_ASSIGNMENT_: Please print all of the records shown below, exactly as given.

Collected data entries:
=-=-=
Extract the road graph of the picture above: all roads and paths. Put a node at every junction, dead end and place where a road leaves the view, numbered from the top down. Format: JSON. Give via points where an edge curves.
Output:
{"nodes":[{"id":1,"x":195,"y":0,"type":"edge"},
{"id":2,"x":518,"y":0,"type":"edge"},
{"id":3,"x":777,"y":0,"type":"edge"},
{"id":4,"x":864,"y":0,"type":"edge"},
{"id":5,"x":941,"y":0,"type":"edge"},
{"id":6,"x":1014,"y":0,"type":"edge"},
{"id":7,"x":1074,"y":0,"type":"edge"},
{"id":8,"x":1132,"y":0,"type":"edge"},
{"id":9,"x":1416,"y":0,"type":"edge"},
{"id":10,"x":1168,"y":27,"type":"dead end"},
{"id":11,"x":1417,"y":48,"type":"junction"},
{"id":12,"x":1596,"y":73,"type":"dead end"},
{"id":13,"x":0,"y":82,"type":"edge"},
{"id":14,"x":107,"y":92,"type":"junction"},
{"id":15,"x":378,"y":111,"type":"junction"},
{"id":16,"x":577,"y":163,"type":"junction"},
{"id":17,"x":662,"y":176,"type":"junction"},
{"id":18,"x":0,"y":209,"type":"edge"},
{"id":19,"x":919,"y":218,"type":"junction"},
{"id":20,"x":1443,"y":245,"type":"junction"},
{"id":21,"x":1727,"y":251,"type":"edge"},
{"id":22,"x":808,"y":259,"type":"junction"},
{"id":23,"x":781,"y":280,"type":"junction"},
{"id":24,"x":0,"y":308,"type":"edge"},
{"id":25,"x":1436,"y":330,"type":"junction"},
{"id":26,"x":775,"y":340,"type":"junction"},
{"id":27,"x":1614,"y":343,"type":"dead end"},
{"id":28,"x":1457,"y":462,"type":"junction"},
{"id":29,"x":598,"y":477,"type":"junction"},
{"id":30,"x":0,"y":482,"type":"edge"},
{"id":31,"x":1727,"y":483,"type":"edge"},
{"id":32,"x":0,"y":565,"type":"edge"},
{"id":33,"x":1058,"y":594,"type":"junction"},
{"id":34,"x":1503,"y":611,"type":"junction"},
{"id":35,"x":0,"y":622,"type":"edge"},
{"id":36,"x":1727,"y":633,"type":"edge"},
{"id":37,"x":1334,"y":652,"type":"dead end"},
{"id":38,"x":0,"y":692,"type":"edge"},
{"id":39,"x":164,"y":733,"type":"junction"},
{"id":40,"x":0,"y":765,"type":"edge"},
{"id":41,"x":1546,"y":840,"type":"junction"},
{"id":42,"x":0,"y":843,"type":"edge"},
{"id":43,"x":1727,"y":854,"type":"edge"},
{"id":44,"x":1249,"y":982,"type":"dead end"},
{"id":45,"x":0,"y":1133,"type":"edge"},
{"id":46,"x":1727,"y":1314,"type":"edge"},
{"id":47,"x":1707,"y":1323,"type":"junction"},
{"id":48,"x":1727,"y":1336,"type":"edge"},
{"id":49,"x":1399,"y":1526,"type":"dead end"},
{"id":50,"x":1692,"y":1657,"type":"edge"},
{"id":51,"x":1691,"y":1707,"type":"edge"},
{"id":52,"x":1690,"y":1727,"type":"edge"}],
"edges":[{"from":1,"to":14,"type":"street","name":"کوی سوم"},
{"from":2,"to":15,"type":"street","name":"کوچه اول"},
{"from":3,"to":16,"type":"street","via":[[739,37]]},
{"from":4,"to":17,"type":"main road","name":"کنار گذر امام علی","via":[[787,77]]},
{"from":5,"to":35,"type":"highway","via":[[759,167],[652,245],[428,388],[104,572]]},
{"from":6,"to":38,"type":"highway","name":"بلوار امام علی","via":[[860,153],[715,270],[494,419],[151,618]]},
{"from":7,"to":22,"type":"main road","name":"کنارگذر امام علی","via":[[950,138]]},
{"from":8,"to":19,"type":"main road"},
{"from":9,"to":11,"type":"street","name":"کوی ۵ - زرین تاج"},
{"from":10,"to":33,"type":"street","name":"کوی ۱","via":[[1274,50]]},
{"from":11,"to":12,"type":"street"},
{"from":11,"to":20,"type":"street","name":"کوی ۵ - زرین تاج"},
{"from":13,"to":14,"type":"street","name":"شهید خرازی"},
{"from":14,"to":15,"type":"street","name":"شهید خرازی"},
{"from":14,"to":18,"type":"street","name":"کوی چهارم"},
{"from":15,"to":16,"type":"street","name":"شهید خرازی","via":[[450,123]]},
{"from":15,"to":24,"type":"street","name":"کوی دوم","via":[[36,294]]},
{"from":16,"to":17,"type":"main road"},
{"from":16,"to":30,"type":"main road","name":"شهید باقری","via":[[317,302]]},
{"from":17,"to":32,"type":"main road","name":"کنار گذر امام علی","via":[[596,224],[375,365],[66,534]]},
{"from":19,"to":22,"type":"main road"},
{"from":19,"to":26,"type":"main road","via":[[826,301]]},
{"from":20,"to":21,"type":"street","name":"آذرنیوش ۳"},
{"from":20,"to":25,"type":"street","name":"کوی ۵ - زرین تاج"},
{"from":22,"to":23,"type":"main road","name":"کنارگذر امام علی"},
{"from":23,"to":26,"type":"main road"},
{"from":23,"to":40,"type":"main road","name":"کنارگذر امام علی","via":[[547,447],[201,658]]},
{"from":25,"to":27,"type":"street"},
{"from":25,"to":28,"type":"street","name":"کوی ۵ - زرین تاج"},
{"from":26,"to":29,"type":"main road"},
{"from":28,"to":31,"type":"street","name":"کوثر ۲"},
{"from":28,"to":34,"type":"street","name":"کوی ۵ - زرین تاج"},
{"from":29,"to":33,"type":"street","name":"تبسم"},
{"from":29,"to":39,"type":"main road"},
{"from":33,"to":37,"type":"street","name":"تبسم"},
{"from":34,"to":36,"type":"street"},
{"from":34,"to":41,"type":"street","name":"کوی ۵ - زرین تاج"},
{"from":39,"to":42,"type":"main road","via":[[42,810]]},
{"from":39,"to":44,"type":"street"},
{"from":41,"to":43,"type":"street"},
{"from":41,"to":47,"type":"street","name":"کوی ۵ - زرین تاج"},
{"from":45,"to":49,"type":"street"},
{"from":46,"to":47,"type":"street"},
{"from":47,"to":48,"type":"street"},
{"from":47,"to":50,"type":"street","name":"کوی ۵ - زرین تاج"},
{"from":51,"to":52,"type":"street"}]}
=-=-=
_EXERCISE RESPONSE_:
Extract the road graph of the picture above: all roads and paths. Put a node at every junction, dead end and place where a road leaves the view, numbered from the top down. Format: JSON. Give via points where an edge curves.
Output:
{"nodes":[{"id":1,"x":195,"y":0,"type":"edge"},
{"id":2,"x":518,"y":0,"type":"edge"},
{"id":3,"x":777,"y":0,"type":"edge"},
{"id":4,"x":864,"y":0,"type":"edge"},
{"id":5,"x":941,"y":0,"type":"edge"},
{"id":6,"x":1014,"y":0,"type":"edge"},
{"id":7,"x":1074,"y":0,"type":"edge"},
{"id":8,"x":1132,"y":0,"type":"edge"},
{"id":9,"x":1416,"y":0,"type":"edge"},
{"id":10,"x":1168,"y":27,"type":"dead end"},
{"id":11,"x":1417,"y":48,"type":"junction"},
{"id":12,"x":1596,"y":73,"type":"dead end"},
{"id":13,"x":0,"y":82,"type":"edge"},
{"id":14,"x":107,"y":92,"type":"junction"},
{"id":15,"x":378,"y":111,"type":"junction"},
{"id":16,"x":577,"y":163,"type":"junction"},
{"id":17,"x":662,"y":176,"type":"junction"},
{"id":18,"x":0,"y":209,"type":"edge"},
{"id":19,"x":919,"y":218,"type":"junction"},
{"id":20,"x":1443,"y":245,"type":"junction"},
{"id":21,"x":1727,"y":251,"type":"edge"},
{"id":22,"x":808,"y":259,"type":"junction"},
{"id":23,"x":781,"y":280,"type":"junction"},
{"id":24,"x":0,"y":308,"type":"edge"},
{"id":25,"x":1436,"y":330,"type":"junction"},
{"id":26,"x":775,"y":340,"type":"junction"},
{"id":27,"x":1614,"y":343,"type":"dead end"},
{"id":28,"x":1457,"y":462,"type":"junction"},
{"id":29,"x":598,"y":477,"type":"junction"},
{"id":30,"x":0,"y":482,"type":"edge"},
{"id":31,"x":1727,"y":483,"type":"edge"},
{"id":32,"x":0,"y":565,"type":"edge"},
{"id":33,"x":1058,"y":594,"type":"junction"},
{"id":34,"x":1503,"y":611,"type":"junction"},
{"id":35,"x":0,"y":622,"type":"edge"},
{"id":36,"x":1727,"y":633,"type":"edge"},
{"id":37,"x":1334,"y":652,"type":"dead end"},
{"id":38,"x":0,"y":692,"type":"edge"},
{"id":39,"x":164,"y":733,"type":"junction"},
{"id":40,"x":0,"y":765,"type":"edge"},
{"id":41,"x":1546,"y":840,"type":"junction"},
{"id":42,"x":0,"y":843,"type":"edge"},
{"id":43,"x":1727,"y":854,"type":"edge"},
{"id":44,"x":1249,"y":982,"type":"dead end"},
{"id":45,"x":0,"y":1133,"type":"edge"},
{"id":46,"x":1727,"y":1314,"type":"edge"},
{"id":47,"x":1707,"y":1323,"type":"junction"},
{"id":48,"x":1727,"y":1336,"type":"edge"},
{"id":49,"x":1399,"y":1526,"type":"dead end"},
{"id":50,"x":1692,"y":1657,"type":"edge"},
{"id":51,"x":1691,"y":1707,"type":"edge"},
{"id":52,"x":1690,"y":1727,"type":"edge"}],
"edges":[{"from":1,"to":14,"type":"street","name":"کوی سوم"},
{"from":2,"to":15,"type":"street","name":"کوچه اول"},
{"from":3,"to":16,"type":"street","via":[[739,37]]},
{"from":4,"to":17,"type":"main road","name":"کنار گذر امام علی","via":[[787,77]]},
{"from":5,"to":35,"type":"highway","via":[[759,167],[652,245],[428,388],[104,572]]},
{"from":6,"to":38,"type":"highway","name":"بلوار امام علی","via":[[860,153],[715,270],[494,419],[151,618]]},
{"from":7,"to":22,"type":"main road","name":"کنارگذر امام علی","via":[[950,138]]},
{"from":8,"to":19,"type":"main road"},
{"from":9,"to":11,"type":"street","name":"کوی ۵ - زرین تاج"},
{"from":10,"to":33,"type":"street","name":"کوی ۱","via":[[1274,50]]},
{"from":11,"to":12,"type":"street"},
{"from":11,"to":20,"type":"street","name":"کوی ۵ - زرین تاج"},
{"from":13,"to":14,"type":"street","name":"شهید خرازی"},
{"from":14,"to":15,"type":"street","name":"شهید خرازی"},
{"from":14,"to":18,"type":"street","name":"کوی چهارم"},
{"from":15,"to":16,"type":"street","name":"شهید خرازی","via":[[450,123]]},
{"from":15,"to":24,"type":"street","name":"کوی دوم","via":[[36,294]]},
{"from":16,"to":17,"type":"main road"},
{"from":16,"to":30,"type":"main road","name":"شهید باقری","via":[[317,302]]},
{"from":17,"to":32,"type":"main road","name":"کنار گذر امام علی","via":[[596,224],[375,365],[66,534]]},
{"from":19,"to":22,"type":"main road"},
{"from":19,"to":26,"type":"main road","via":[[826,301]]},
{"from":20,"to":21,"type":"street","name":"آذرنیوش ۳"},
{"from":20,"to":25,"type":"street","name":"کوی ۵ - زرین تاج"},
{"from":22,"to":23,"type":"main road","name":"کنارگذر امام علی"},
{"from":23,"to":26,"type":"main road"},
{"from":23,"to":40,"type":"main road","name":"کنارگذر امام علی","via":[[547,447],[201,658]]},
{"from":25,"to":27,"type":"street"},
{"from":25,"to":28,"type":"street","name":"کوی ۵ - زرین تاج"},
{"from":26,"to":29,"type":"main road"},
{"from":28,"to":31,"type":"street","name":"کوثر ۲"},
{"from":28,"to":34,"type":"street","name":"کوی ۵ - زرین تاج"},
{"from":29,"to":33,"type":"street","name":"تبسم"},
{"from":29,"to":39,"type":"main road"},
{"from":33,"to":37,"type":"street","name":"تبسم"},
{"from":34,"to":36,"type":"street"},
{"from":34,"to":41,"type":"street","name":"کوی ۵ - زرین تاج"},
{"from":39,"to":42,"type":"main road","via":[[42,810]]},
{"from":39,"to":44,"type":"street"},
{"from":41,"to":43,"type":"street"},
{"from":41,"to":47,"type":"street","name":"کوی ۵ - زرین تاج"},
{"from":45,"to":49,"type":"street"},
{"from":46,"to":47,"type":"street"},
{"from":47,"to":48,"type":"street"},
{"from":47,"to":50,"type":"street","name":"کوی ۵ - زرین تاج"},
{"from":51,"to":52,"type":"street"}]}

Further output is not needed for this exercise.